7 June 2017 – Expansión
Corporate movements / The US fund is selling its stake in the debt of the property developer to the firm Taconic Capital after failing to reach an agreement ahead of the liquidation. In exchange, it will strengthen its commitment to Habitat.
After several intense weeks of negotiations, Värde has put an end to its relationship with Reyal Urbis. The US firm’s first dealings with the real estate firm saw it purchase a package of debt at the height of the process to negotiate an agreement that would allow the property developer to emerge from the bankruptcy proceeding in which it has been immersed since 2013. In a repeat of the deal struck with the real estate arm of San José, the final objective of the US fund was to obtain access to Reyal Urbis’ portfolio of assets (primarily land) by exchanging it for debt. To this end, Värde had started to negotiate with some of the most high-profile creditors, to buy up loans and propose an orderly liquidation plan, according to sources in the sector.
Nevertheless, Värde’s plans were thwarted by the Tax Authorities. Reyal owes the Public Administration more than €400 million (…), which was not willing to accept Värde’s proposal. As such, the US fund opted to sell its stake to another fund, specifically, to Taconic Capital.
According to sources in the sector, in addition to Taconic, some of Reyal’s other creditors include other funds such as Aurelius and Morgan Stanley. It will be them, along with the banks such as Santander, the Tax Authorities and Sareb who will now decide the future of the company.
The decision to sell its debt in Reyal Urbis does not represent a setback in Värde’s commitment to the Spanish real estate sector and, in fact, the fund has already placed its focus on another one of the country’s large real estate companies: the Catalan firm Promociones Habitat.
Controlled by several funds such as Bank of America, Melf, Goldman Sachs and SP 101, the owners of Habitat put the company up for sale in March, through a process organised by the consultancy firm Irea.
These funds acquired stakes in Habitat’s share capital in 2015, after exchanging the debt that they acquired months earlier from the creditor bank. Although a longer period of continuity in the company was established at the time, in the end, the investors have decided to exit two years early, in light of the interest that investors have expressed in the Spanish real estate company. Although the process is still in its initial phase, Värde seems to be the best-placed candidate to purchase it, according to sources close to the process. The sale of the company is expected to be completed before the end of the year.
Sources in the sector indicate that other possible candidates in the running to acquire Habitat include Apollo, Cerberus, Bain Capital and Bank of America Merrill Lynch.
Habitat is one of the most highly regarded Catalan real estate companies in the sector. Led by Bruno Figueras, the company filed for voluntary creditor bankruptcy at the end of 2008, a process that it then emerged from in 2010 (…). After a series of negotiations with the creditors (…), the banks that had financed Habitat back in the day agreed to give way to the international funds that specialise in debt purchases. Two years later, those same funds have started to look for their exit route.

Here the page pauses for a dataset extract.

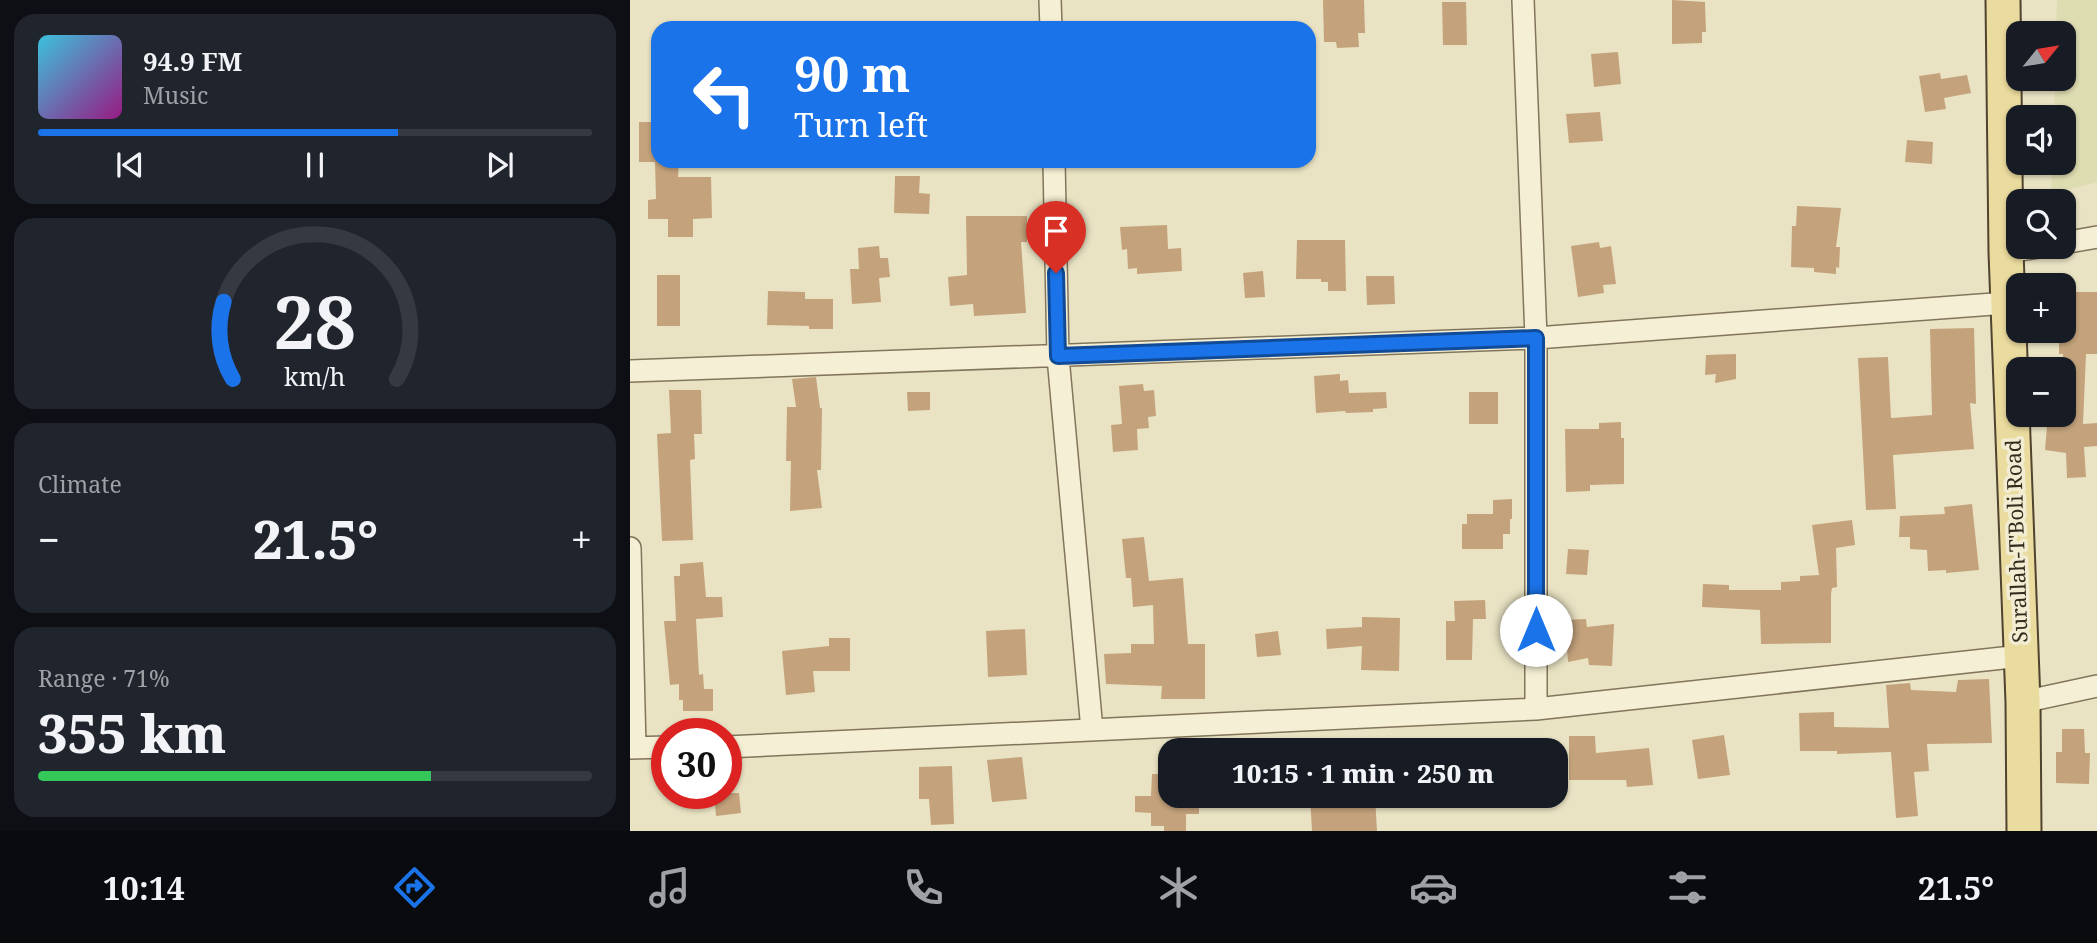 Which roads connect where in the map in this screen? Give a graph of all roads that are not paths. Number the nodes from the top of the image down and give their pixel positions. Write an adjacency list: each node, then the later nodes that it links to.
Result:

The real estate company has convened a General Shareholders’ Meeting to be held on 21 June 2017, where it will present the results for last year. In 2015, the most recent year for which results are publicly availabe, Habitat recorded revenues of €10.53 million, compared to €27.7 million in 2014. (…), which translated into gains of €1,073 million in 2015, compared with losses of €370 million the year before (…).